You really don’t hear much from these countries concerning a production freeze because they know it will hurt their competitive edge. They’re, of course, lumped in with the narrative, but it’s the high-cost producers driving the issue, not those that can still do well under these conditions.
Saudi Arabia understands this isn’t another supply cycle the sector is experiencing, but a total disruption of the industry because of the increase in supply from U.S. producers. Attempting to intervene in the market in order to support the price of oil would only strengthen the U.S. industry and others that have costs better under control.

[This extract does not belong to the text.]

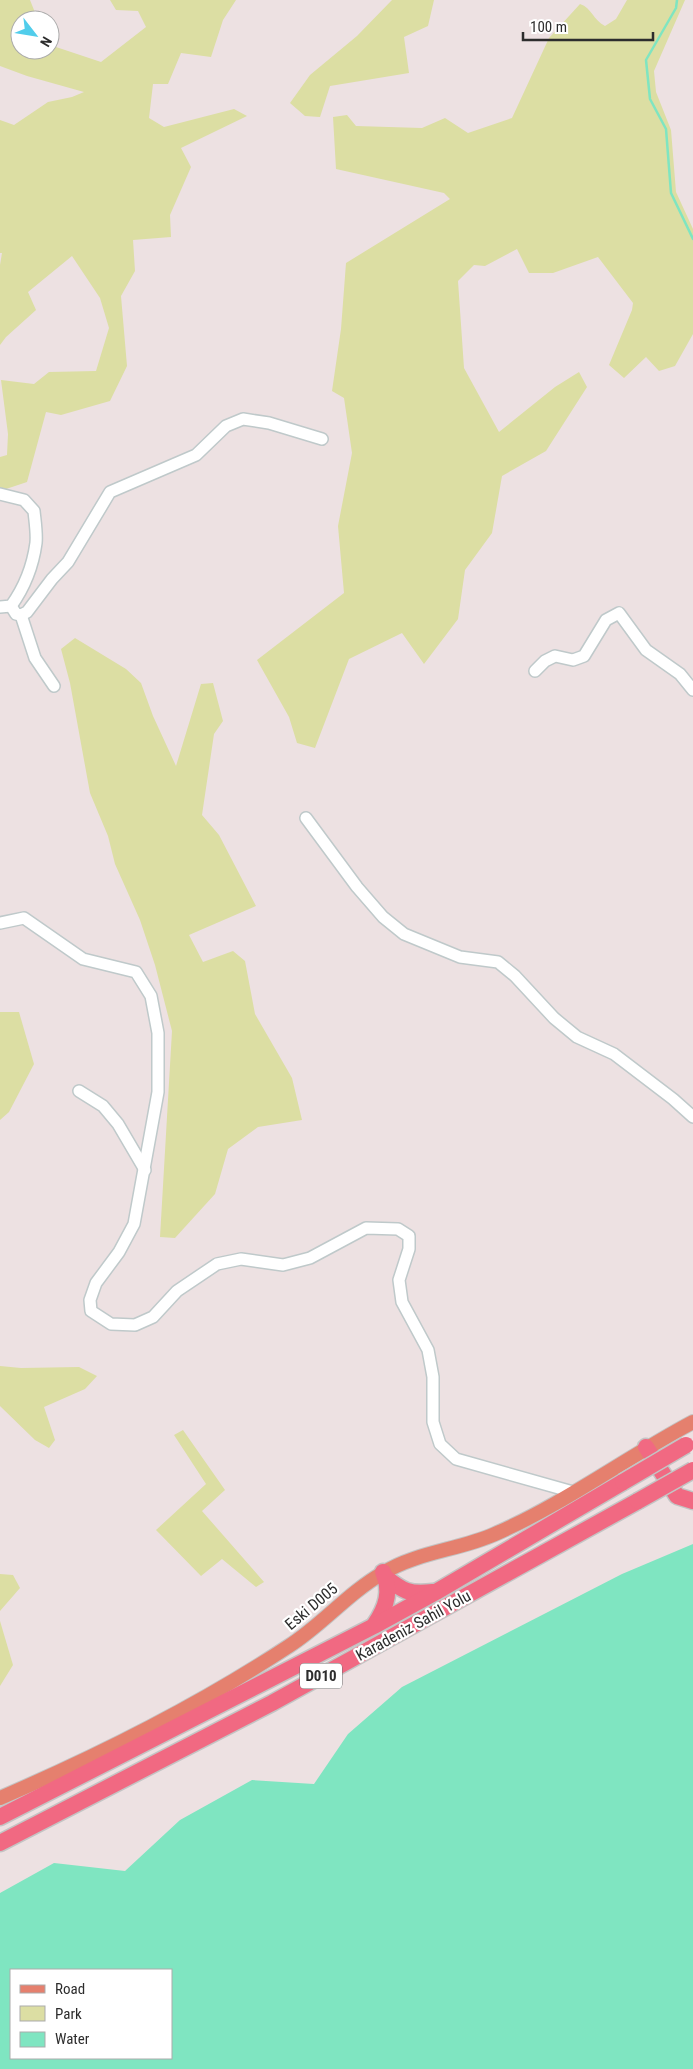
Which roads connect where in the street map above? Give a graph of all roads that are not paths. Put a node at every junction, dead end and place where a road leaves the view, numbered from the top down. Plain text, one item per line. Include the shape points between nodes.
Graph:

Not only will that extend the lives of the shale companies struggling now, but it would encourage the poor business practices of countries like Venezuela that make decisions based more on ideology than on the competitive market. This is why any intervention is a bad idea. It will only encourage the continuation of the same way of doing things without dealing with the reasons why they must change. For that reason, it’s best for them to take the pain now and work on becoming more efficient than to allow that inefficiency to continue on.
Saudi Arabia, which in the short term didn’t have to take these steps, has done so in regard to its budget. It understands the revenue from the past won’t be the same in the future, and is removing some of the programs it had in place, halting non-essential projects, and cutting some subsidies it had offered prior to the disruption. The Saudis know there isn’t a way to sustainably support the price of oil because it would only bring more supply to the market. It’s the shortsighted competitors that aren’t seeing this. They’re only looking at the short term and how it will have an effect on their nations.
The oil industry needs to be cleared out
One of the great aspects of the market is it ends up removing the inefficient and uncompetitive companies that aren’t able to adapt to fluid circumstances. The stronger companies survive and the sector strengthens and becomes more profitable over time.
There’s a lot of rubble in the oil sector, and many of them that should go out of business may be given a chance to recover if there is some type of intervention. Investors in individual companies may approve of and desire that, but it’s not good for the industry. No matter what happens in the short term, there will be a reckoning when the sector has to deal with the fact that a lot of oil will come to the market for many years, and anything artificially interfering with that will only delay the inevitable.
Since a number of shale producers, in particular, have significantly lowered costs during the same time others haven’t been able to, inefficient companies shouldn’t be given an opportunity to continue to compete if they can’t become more competitive.
Besides the obvious reason, the market has yet to discover what the new price range of oil will be with the surge in supply, and any type of intervention, even if it only has a chance of temporarily supporting the price of oil, will make it impossible to find that price range. This is what the oil market needs more than anything, and why a production freeze would be bad for it, even if it would have a temporary and limited impact.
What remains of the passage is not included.